[Start of Attachment]
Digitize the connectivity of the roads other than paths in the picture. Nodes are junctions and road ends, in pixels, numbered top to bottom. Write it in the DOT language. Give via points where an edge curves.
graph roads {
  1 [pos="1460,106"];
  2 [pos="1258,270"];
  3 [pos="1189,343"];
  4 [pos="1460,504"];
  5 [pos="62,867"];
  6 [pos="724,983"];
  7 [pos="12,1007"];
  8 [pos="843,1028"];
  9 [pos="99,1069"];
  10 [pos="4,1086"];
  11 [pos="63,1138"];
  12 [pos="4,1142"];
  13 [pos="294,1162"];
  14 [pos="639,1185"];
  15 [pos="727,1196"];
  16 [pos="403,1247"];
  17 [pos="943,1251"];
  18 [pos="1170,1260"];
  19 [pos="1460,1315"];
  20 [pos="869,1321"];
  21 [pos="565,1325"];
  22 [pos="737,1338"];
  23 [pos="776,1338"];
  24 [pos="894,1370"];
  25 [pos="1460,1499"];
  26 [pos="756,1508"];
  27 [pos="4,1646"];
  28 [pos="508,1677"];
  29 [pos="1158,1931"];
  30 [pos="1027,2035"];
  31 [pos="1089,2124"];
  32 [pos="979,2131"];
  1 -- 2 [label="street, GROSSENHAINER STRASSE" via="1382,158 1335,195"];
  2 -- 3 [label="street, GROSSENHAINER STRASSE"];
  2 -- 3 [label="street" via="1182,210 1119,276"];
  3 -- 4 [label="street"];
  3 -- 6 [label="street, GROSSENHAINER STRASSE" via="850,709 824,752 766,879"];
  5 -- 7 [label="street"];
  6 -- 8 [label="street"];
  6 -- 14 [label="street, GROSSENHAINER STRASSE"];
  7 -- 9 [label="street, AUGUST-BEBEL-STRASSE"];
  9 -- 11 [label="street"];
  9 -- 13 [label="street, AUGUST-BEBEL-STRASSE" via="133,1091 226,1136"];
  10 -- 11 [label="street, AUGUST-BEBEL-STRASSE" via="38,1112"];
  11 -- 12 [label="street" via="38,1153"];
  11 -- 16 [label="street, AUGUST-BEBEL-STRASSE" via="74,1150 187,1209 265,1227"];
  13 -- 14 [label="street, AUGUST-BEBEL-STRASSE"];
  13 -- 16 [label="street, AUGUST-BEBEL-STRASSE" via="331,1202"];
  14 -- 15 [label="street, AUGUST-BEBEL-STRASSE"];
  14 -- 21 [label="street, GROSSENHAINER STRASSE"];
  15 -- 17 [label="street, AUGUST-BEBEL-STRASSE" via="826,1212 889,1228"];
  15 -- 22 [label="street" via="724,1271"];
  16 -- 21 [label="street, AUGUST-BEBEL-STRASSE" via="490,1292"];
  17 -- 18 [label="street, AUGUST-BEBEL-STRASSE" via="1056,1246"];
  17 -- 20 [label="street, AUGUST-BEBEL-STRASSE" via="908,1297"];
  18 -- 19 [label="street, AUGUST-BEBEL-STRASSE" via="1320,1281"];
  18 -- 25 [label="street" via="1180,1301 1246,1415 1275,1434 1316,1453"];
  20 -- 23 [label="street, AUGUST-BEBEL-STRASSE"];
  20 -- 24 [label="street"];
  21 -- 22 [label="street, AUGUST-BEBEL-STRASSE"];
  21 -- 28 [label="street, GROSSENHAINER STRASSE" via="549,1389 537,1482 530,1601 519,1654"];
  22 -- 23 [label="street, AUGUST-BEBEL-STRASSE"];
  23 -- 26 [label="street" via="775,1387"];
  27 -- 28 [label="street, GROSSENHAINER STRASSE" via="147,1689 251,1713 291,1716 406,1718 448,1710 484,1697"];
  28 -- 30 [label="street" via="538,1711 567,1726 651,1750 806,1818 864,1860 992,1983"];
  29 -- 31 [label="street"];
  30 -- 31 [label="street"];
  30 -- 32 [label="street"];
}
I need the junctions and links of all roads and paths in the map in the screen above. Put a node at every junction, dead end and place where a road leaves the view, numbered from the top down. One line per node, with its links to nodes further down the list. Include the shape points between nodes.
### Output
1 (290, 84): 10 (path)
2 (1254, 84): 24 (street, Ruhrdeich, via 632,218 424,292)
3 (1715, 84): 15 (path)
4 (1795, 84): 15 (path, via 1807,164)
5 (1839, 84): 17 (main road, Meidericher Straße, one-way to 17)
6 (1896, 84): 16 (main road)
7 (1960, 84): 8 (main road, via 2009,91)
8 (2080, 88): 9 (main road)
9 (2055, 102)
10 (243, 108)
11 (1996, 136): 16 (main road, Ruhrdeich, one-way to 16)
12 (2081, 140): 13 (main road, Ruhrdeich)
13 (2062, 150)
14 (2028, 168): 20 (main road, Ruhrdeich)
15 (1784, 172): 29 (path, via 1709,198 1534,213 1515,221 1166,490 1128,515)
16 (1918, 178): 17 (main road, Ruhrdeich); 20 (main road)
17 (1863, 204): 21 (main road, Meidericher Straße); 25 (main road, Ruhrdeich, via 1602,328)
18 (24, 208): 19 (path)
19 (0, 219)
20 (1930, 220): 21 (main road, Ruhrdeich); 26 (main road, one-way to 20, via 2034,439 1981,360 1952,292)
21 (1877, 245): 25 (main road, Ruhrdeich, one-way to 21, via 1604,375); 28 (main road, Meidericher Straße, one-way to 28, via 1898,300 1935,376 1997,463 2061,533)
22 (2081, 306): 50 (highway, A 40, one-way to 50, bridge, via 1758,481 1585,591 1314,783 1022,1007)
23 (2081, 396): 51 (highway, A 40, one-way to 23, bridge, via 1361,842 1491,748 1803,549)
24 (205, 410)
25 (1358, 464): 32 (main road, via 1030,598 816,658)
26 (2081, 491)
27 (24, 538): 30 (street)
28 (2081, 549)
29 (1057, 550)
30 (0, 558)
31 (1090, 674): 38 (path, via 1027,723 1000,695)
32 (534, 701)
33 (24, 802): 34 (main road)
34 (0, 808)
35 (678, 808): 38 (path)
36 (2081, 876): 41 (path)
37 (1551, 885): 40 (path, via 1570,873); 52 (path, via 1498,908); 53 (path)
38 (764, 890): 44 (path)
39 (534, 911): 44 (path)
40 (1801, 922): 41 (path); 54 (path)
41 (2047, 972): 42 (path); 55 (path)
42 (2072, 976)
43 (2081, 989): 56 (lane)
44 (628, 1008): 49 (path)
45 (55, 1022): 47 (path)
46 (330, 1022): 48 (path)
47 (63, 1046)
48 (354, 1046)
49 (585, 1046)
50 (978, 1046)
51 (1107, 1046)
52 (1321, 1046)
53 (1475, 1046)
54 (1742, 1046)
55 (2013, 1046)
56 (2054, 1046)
[End of Attachment]
Problem details | The job is to copy each line from the material above that holds the word "roads".

Expected output |
Digitize the connectivity of the roads other than paths in the picture. Nodes are junctions and road ends, in pixels, numbered top to bottom. Write it in the DOT language. Give via points where an edge curves.
graph roads {
I need the junctions and links of all roads and paths in the map in the screen above. Put a node at every junction, dead end and place where a road leaves the view, numbered from the top down. One line per node, with its links to nodes further down the list. Include the shape points between nodes.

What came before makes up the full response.